$y$ is directly proportional to $x^3$, you say? And when $x = 4$, $y = 72$? Well, then.

The traditional method is to say:

$y = kx^3$ and substitute in what you know.

$72 = 64k$

$k = \frac{72}{64} = \frac{9}{8}$

That gives $y = \frac98 x^3$. Easy enough.

### But you can do it without the $k$

Rather than introduce an arbitrary constant, you can do this directly by writing it as:

$\frac {y}{y_0} = \frac {x^3}{x_0^3}$, where $x_0$ and $y_0$ are the numbers you're given:

$\frac y {72} = \frac{x^3}{64}$

$y = \frac{72}{64}x^3$, which cancels down to the same thing as before.

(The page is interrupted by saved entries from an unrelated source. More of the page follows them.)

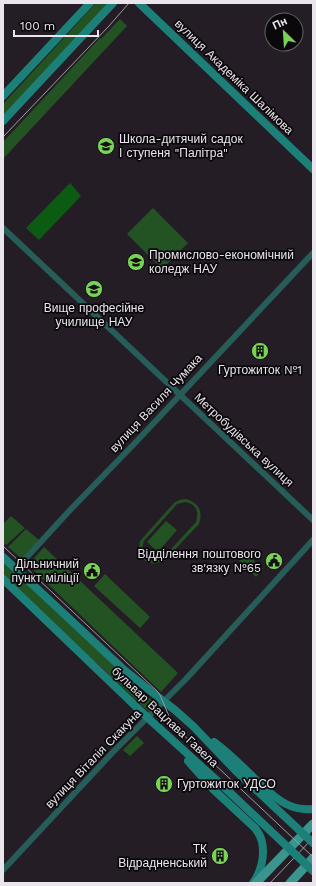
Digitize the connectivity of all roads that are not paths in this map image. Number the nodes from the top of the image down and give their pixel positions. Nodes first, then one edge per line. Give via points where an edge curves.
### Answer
1 (90, 3) edge
2 (113, 3) edge
3 (140, 3) edge
4 (3, 96) edge
5 (3, 121) edge
6 (313, 169) edge
7 (3, 228) edge
8 (313, 253) edge
9 (180, 394) junction
10 (313, 520) edge
11 (313, 540) edge
12 (3, 557) edge
13 (16, 569) junction
14 (3, 578) edge
15 (164, 701) junction
16 (148, 718) junction
17 (193, 726) junction
18 (168, 736) junction
19 (313, 809) edge
20 (313, 824) edge
21 (313, 844) edge
22 (313, 858) edge
23 (3, 870) edge
24 (313, 871) edge
25 (254, 883) edge
26 (290, 883) edge

1 - 4 main road
2 - 5 main road
3 - 6 main road, вулиця Академіка Шалімова
7 - 9 street, Метробудівська вулиця
8 - 9 street, вулиця Василя Чумака
9 - 10 street, Метробудівська вулиця
9 - 13 street, вулиця Василя Чумака
11 - 15 street, вулиця Віталія Скакуна
12 - 13 main road, бульвар Вацлава Гавела
13 - 15 main road, бульвар Вацлава Гавела via 122,668
14 - 16 main road, бульвар Вацлава Гавела
15 - 16 street, вулиця Віталія Скакуна
15 - 17 main road, бульвар Вацлава Гавела
16 - 18 main road, бульвар Вацлава Гавела
16 - 23 street, вулиця Віталія Скакуна
17 - 19 main road via 225,750 269,793 296,808
17 - 21 main road, бульвар Вацлава Гавела, bridge
18 - 24 main road, бульвар Вацлава Гавела, bridge
18 - 25 main road via 214,790 259,834 262,842 262,859
20 - 25 main road
22 - 26 main road

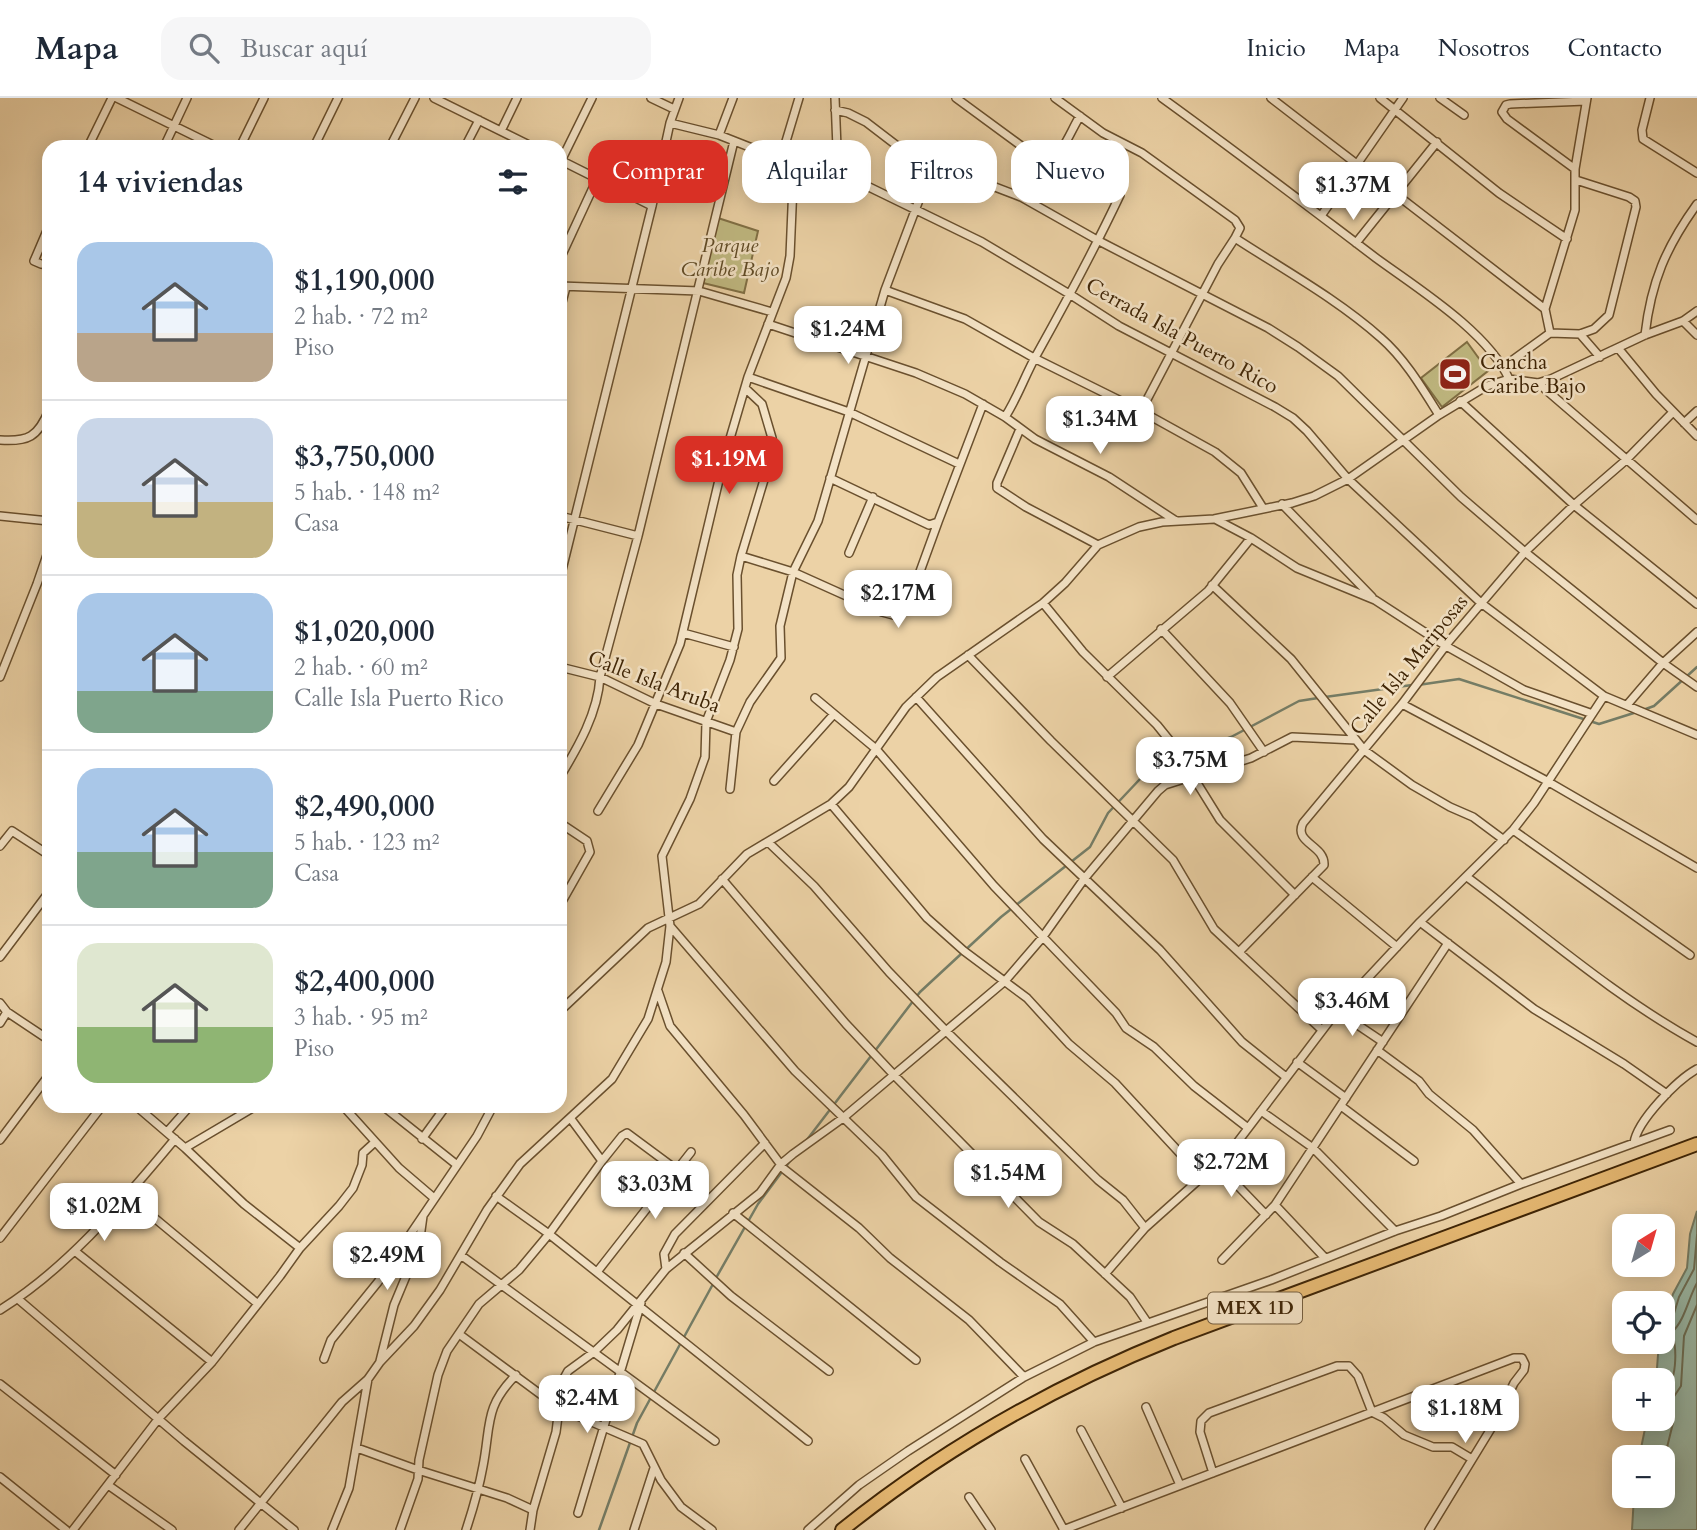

### What about inverse proportion?

Same deal, only you flip the second fraction upside down!

If you know $B$ is inversely proportional to $r^2$, and when $r = 3,$ $B = 1$, you can do this:

$\frac {B}{B_0} = \frac{r_0^2}{r^2}$

$\frac{B}{1} = \frac{9}{r^2}$

$B = \frac{9}{r^2}$

I find that a bit easier to get my head around than setting up an arbitrary $k$ and finding its value - but I'd be interested to hear what you think!

## Colin

Colin is a Weymouth maths tutor, author of several Maths For Dummies books and A-level maths guides. He started Flying Colours Maths in 2008.
He lives with an espresso pot and nothing to prove.

## Cav

Here’s what I think: I love the method for speed, but wouldn’t teach it this way until the class understood, as it could cause issues later in when they need to form differential equations. It is a method that could be taught, however, last minute to those who don’t understand to boost test scores. But that isn’t something I’m keen on, and us almost a “necessary evil” by product of the examination system.

## Colin

Although, if you do DE the Ninja’s way, it all drops out nicely đ He’s declared war on arbitrary constants.